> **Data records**
• • • • • • •

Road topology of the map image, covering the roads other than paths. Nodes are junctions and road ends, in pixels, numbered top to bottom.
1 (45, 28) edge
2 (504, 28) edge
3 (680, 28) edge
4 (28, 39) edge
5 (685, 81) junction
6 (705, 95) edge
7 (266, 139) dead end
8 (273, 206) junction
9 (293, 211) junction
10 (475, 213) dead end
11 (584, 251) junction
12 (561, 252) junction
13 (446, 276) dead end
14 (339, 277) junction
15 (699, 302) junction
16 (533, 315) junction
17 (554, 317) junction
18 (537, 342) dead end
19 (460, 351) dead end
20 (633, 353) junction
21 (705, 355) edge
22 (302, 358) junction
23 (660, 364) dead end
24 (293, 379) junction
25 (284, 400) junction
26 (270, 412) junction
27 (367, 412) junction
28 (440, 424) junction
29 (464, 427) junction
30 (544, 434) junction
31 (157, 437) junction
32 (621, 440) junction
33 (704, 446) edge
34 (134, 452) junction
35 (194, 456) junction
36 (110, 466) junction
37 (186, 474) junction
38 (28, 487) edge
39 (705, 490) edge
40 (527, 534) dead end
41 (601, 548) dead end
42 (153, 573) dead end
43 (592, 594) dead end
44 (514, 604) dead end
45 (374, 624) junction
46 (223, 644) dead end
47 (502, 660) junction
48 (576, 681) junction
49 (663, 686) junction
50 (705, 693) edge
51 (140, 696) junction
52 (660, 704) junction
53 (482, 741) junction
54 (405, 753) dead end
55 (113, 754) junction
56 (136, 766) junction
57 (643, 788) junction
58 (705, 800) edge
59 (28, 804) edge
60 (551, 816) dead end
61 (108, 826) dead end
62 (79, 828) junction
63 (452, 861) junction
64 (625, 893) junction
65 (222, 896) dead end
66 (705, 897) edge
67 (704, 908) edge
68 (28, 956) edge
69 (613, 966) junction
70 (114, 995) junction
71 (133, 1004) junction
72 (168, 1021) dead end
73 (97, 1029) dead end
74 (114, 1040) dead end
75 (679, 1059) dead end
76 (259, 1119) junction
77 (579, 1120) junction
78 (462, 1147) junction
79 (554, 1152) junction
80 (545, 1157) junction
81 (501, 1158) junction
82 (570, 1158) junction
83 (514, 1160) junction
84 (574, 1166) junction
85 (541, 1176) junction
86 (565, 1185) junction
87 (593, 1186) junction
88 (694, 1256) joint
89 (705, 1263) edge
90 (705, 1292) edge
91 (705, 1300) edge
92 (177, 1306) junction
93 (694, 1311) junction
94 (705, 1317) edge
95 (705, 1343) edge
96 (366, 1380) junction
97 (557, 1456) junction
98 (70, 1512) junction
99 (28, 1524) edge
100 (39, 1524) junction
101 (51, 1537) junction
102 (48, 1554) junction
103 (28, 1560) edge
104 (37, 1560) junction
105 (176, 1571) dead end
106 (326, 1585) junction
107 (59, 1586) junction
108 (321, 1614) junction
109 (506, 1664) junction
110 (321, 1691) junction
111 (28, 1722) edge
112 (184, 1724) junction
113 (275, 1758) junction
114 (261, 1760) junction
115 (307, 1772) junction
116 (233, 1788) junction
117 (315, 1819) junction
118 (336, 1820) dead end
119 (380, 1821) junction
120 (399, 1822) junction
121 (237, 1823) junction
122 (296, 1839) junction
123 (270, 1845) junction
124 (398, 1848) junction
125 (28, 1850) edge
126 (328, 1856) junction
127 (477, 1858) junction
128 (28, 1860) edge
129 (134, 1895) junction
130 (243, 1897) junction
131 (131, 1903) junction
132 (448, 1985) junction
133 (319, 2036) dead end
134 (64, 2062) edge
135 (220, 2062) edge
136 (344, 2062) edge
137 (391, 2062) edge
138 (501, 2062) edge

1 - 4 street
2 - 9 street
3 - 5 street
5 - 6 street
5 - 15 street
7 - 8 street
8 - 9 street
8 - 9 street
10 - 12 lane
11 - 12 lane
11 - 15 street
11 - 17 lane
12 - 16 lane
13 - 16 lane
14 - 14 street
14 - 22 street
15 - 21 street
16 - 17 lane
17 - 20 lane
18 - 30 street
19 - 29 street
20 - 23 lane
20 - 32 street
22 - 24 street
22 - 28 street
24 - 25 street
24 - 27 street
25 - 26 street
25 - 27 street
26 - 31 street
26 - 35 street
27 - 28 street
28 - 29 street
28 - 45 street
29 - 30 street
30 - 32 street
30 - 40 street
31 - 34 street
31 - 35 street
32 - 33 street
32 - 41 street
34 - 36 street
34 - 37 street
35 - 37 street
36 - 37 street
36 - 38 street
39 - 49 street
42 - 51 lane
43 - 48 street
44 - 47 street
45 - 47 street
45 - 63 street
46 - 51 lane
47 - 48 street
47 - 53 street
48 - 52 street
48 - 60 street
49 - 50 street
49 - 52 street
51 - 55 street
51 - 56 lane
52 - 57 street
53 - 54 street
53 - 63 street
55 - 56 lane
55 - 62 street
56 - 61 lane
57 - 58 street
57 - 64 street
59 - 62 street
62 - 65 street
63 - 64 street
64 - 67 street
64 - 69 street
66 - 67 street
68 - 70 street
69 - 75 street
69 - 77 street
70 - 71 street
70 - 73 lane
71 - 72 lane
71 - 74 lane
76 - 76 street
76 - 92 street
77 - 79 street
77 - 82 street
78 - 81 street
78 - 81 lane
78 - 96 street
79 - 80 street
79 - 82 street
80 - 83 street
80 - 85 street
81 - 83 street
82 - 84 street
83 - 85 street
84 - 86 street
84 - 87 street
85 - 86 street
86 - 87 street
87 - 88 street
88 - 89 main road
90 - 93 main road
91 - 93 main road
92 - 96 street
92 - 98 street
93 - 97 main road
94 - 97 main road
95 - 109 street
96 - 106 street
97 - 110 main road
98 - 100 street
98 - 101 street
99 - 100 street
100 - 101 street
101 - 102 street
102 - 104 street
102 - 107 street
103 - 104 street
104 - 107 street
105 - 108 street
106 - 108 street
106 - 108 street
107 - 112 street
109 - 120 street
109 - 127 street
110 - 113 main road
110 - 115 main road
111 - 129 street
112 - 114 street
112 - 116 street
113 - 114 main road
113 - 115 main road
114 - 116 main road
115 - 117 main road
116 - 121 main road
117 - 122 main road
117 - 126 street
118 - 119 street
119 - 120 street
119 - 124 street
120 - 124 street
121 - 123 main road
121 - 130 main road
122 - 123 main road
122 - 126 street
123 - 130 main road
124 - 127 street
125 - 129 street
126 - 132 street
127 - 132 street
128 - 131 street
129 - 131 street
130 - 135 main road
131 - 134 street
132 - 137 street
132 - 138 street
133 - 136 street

• • • • • • •

> **WHAT YOU SHOULD DO**
Could you restate all of the lines above without altering a single word?

> **ANSWER SPACE**
Road topology of the map image, covering the roads other than paths. Nodes are junctions and road ends, in pixels, numbered top to bottom.
1 (45, 28) edge
2 (504, 28) edge
3 (680, 28) edge
4 (28, 39) edge
5 (685, 81) junction
6 (705, 95) edge
7 (266, 139) dead end
8 (273, 206) junction
9 (293, 211) junction
10 (475, 213) dead end
11 (584, 251) junction
12 (561, 252) junction
13 (446, 276) dead end
14 (339, 277) junction
15 (699, 302) junction
16 (533, 315) junction
17 (554, 317) junction
18 (537, 342) dead end
19 (460, 351) dead end
20 (633, 353) junction
21 (705, 355) edge
22 (302, 358) junction
23 (660, 364) dead end
24 (293, 379) junction
25 (284, 400) junction
26 (270, 412) junction
27 (367, 412) junction
28 (440, 424) junction
29 (464, 427) junction
30 (544, 434) junction
31 (157, 437) junction
32 (621, 440) junction
33 (704, 446) edge
34 (134, 452) junction
35 (194, 456) junction
36 (110, 466) junction
37 (186, 474) junction
38 (28, 487) edge
39 (705, 490) edge
40 (527, 534) dead end
41 (601, 548) dead end
42 (153, 573) dead end
43 (592, 594) dead end
44 (514, 604) dead end
45 (374, 624) junction
46 (223, 644) dead end
47 (502, 660) junction
48 (576, 681) junction
49 (663, 686) junction
50 (705, 693) edge
51 (140, 696) junction
52 (660, 704) junction
53 (482, 741) junction
54 (405, 753) dead end
55 (113, 754) junction
56 (136, 766) junction
57 (643, 788) junction
58 (705, 800) edge
59 (28, 804) edge
60 (551, 816) dead end
61 (108, 826) dead end
62 (79, 828) junction
63 (452, 861) junction
64 (625, 893) junction
65 (222, 896) dead end
66 (705, 897) edge
67 (704, 908) edge
68 (28, 956) edge
69 (613, 966) junction
70 (114, 995) junction
71 (133, 1004) junction
72 (168, 1021) dead end
73 (97, 1029) dead end
74 (114, 1040) dead end
75 (679, 1059) dead end
76 (259, 1119) junction
77 (579, 1120) junction
78 (462, 1147) junction
79 (554, 1152) junction
80 (545, 1157) junction
81 (501, 1158) junction
82 (570, 1158) junction
83 (514, 1160) junction
84 (574, 1166) junction
85 (541, 1176) junction
86 (565, 1185) junction
87 (593, 1186) junction
88 (694, 1256) joint
89 (705, 1263) edge
90 (705, 1292) edge
91 (705, 1300) edge
92 (177, 1306) junction
93 (694, 1311) junction
94 (705, 1317) edge
95 (705, 1343) edge
96 (366, 1380) junction
97 (557, 1456) junction
98 (70, 1512) junction
99 (28, 1524) edge
100 (39, 1524) junction
101 (51, 1537) junction
102 (48, 1554) junction
103 (28, 1560) edge
104 (37, 1560) junction
105 (176, 1571) dead end
106 (326, 1585) junction
107 (59, 1586) junction
108 (321, 1614) junction
109 (506, 1664) junction
110 (321, 1691) junction
111 (28, 1722) edge
112 (184, 1724) junction
113 (275, 1758) junction
114 (261, 1760) junction
115 (307, 1772) junction
116 (233, 1788) junction
117 (315, 1819) junction
118 (336, 1820) dead end
119 (380, 1821) junction
120 (399, 1822) junction
121 (237, 1823) junction
122 (296, 1839) junction
123 (270, 1845) junction
124 (398, 1848) junction
125 (28, 1850) edge
126 (328, 1856) junction
127 (477, 1858) junction
128 (28, 1860) edge
129 (134, 1895) junction
130 (243, 1897) junction
131 (131, 1903) junction
132 (448, 1985) junction
133 (319, 2036) dead end
134 (64, 2062) edge
135 (220, 2062) edge
136 (344, 2062) edge
137 (391, 2062) edge
138 (501, 2062) edge

1 - 4 street
2 - 9 street
3 - 5 street
5 - 6 street
5 - 15 street
7 - 8 street
8 - 9 street
8 - 9 street
10 - 12 lane
11 - 12 lane
11 - 15 street
11 - 17 lane
12 - 16 lane
13 - 16 lane
14 - 14 street
14 - 22 street
15 - 21 street
16 - 17 lane
17 - 20 lane
18 - 30 street
19 - 29 street
20 - 23 lane
20 - 32 street
22 - 24 street
22 - 28 street
24 - 25 street
24 - 27 street
25 - 26 street
25 - 27 street
26 - 31 street
26 - 35 street
27 - 28 street
28 - 29 street
28 - 45 street
29 - 30 street
30 - 32 street
30 - 40 street
31 - 34 street
31 - 35 street
32 - 33 street
32 - 41 street
34 - 36 street
34 - 37 street
35 - 37 street
36 - 37 street
36 - 38 street
39 - 49 street
42 - 51 lane
43 - 48 street
44 - 47 street
45 - 47 street
45 - 63 street
46 - 51 lane
47 - 48 street
47 - 53 street
48 - 52 street
48 - 60 street
49 - 50 street
49 - 52 street
51 - 55 street
51 - 56 lane
52 - 57 street
53 - 54 street
53 - 63 street
55 - 56 lane
55 - 62 street
56 - 61 lane
57 - 58 street
57 - 64 street
59 - 62 street
62 - 65 street
63 - 64 street
64 - 67 street
64 - 69 street
66 - 67 street
68 - 70 street
69 - 75 street
69 - 77 street
70 - 71 street
70 - 73 lane
71 - 72 lane
71 - 74 lane
76 - 76 street
76 - 92 street
77 - 79 street
77 - 82 street
78 - 81 street
78 - 81 lane
78 - 96 street
79 - 80 street
79 - 82 street
80 - 83 street
80 - 85 street
81 - 83 street
82 - 84 street
83 - 85 street
84 - 86 street
84 - 87 street
85 - 86 street
86 - 87 street
87 - 88 street
88 - 89 main road
90 - 93 main road
91 - 93 main road
92 - 96 street
92 - 98 street
93 - 97 main road
94 - 97 main road
95 - 109 street
96 - 106 street
97 - 110 main road
98 - 100 street
98 - 101 street
99 - 100 street
100 - 101 street
101 - 102 street
102 - 104 street
102 - 107 street
103 - 104 street
104 - 107 street
105 - 108 street
106 - 108 street
106 - 108 street
107 - 112 street
109 - 120 street
109 - 127 street
110 - 113 main road
110 - 115 main road
111 - 129 street
112 - 114 street
112 - 116 street
113 - 114 main road
113 - 115 main road
114 - 116 main road
115 - 117 main road
116 - 121 main road
117 - 122 main road
117 - 126 street
118 - 119 street
119 - 120 street
119 - 124 street
120 - 124 street
121 - 123 main road
121 - 130 main road
122 - 123 main road
122 - 126 street
123 - 130 main road
124 - 127 street
125 - 129 street
126 - 132 street
127 - 132 street
128 - 131 street
129 - 131 street
130 - 135 main road
131 - 134 street
132 - 137 street
132 - 138 street
133 - 136 street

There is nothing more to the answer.